Stored items:
────────────────────────────────────────
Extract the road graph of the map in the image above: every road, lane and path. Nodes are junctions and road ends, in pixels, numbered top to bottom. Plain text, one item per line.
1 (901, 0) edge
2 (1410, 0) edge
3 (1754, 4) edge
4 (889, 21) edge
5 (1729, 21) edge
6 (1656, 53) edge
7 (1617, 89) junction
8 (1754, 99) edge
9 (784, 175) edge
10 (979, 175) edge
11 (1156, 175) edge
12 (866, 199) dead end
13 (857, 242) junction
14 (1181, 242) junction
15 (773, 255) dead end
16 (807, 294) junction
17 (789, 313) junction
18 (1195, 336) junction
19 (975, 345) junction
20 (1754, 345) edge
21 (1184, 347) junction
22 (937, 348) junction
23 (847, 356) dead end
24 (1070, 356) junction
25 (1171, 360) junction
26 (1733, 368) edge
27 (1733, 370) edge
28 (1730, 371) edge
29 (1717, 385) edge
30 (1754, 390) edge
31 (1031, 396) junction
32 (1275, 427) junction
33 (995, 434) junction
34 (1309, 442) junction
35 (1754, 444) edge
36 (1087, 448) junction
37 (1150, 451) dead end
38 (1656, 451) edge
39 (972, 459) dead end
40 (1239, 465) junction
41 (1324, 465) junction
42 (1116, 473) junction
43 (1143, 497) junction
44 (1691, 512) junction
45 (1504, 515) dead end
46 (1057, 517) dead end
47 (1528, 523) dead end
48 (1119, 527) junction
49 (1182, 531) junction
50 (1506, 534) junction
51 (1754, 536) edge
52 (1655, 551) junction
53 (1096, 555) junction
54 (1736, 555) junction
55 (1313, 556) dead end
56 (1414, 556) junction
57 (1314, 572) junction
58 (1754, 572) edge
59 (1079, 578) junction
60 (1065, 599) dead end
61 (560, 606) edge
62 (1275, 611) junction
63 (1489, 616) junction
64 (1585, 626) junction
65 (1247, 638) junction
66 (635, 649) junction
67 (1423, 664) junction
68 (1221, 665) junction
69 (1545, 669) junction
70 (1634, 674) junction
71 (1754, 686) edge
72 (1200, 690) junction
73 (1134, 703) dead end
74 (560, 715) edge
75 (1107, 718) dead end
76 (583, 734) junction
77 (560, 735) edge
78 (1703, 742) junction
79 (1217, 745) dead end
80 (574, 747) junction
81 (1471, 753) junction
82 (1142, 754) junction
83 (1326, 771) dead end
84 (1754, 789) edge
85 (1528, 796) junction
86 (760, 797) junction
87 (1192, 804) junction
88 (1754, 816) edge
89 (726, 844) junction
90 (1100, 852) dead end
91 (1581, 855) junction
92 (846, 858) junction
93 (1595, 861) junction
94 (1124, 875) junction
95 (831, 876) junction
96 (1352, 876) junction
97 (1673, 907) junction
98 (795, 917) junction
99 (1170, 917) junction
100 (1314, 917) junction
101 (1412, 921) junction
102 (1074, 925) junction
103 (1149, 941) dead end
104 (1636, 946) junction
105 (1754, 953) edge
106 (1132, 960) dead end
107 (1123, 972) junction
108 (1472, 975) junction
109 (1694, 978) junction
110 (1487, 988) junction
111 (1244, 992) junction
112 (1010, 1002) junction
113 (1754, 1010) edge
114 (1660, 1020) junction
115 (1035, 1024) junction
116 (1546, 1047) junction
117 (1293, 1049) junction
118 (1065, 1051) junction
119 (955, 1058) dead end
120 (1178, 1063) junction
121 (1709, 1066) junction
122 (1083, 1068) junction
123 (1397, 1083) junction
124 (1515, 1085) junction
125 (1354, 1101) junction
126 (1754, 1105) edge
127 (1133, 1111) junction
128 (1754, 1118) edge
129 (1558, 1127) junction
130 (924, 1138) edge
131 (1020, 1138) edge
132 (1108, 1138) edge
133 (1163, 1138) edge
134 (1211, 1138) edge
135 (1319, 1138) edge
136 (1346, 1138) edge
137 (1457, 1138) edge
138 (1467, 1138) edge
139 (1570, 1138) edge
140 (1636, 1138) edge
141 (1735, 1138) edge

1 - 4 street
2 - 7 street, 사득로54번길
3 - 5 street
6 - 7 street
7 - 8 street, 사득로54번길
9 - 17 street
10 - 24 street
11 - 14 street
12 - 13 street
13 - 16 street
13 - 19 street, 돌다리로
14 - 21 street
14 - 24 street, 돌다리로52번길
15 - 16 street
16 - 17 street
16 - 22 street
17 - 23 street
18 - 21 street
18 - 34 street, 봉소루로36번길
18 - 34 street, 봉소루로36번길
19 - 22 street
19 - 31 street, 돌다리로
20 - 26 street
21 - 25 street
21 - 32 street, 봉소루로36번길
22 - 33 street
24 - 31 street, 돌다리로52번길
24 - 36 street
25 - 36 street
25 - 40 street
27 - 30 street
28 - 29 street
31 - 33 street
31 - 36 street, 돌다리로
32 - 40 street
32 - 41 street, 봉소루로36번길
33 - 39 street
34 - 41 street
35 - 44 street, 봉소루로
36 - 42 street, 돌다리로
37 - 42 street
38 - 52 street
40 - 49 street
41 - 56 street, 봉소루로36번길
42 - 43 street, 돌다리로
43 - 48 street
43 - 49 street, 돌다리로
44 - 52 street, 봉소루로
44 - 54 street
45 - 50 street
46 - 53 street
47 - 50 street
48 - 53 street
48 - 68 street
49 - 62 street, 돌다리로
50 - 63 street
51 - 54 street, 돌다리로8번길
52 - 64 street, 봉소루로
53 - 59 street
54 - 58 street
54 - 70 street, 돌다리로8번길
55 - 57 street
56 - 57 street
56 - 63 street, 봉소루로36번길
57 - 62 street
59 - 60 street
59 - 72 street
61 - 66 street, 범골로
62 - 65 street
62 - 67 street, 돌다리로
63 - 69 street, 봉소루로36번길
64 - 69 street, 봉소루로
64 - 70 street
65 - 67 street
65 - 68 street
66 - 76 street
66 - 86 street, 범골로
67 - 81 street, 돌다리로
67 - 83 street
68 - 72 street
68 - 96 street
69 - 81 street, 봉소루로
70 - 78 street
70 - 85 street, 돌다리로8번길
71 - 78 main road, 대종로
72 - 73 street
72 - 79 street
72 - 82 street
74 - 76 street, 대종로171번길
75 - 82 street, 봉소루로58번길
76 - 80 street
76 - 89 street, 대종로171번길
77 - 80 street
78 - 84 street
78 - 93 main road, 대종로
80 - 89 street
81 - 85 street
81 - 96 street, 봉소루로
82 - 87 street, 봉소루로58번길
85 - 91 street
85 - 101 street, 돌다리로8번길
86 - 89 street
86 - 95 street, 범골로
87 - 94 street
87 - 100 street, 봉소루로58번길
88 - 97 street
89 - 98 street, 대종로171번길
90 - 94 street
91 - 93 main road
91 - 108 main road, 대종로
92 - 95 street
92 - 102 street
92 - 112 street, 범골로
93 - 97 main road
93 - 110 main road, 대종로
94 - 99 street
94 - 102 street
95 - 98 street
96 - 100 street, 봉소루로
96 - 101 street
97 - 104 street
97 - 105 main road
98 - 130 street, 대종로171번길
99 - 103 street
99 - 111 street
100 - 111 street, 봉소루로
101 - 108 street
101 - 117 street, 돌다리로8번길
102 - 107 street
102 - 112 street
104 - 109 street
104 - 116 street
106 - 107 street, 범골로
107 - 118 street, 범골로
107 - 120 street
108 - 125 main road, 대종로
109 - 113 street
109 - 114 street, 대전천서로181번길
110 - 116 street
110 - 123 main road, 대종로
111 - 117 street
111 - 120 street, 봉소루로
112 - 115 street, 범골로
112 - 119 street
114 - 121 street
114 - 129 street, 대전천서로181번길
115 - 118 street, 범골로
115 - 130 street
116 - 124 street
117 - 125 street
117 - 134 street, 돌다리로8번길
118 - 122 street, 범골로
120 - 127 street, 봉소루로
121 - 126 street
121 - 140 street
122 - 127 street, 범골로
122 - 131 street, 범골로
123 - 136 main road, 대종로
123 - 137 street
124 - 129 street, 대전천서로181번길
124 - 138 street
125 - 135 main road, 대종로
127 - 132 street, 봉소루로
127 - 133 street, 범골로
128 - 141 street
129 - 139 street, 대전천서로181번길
────────────────────────────────────────
TASK INSTRUCTIONS: The answer must be one number: how many lines in the records above contain "main".

WRITTEN REPLY: 11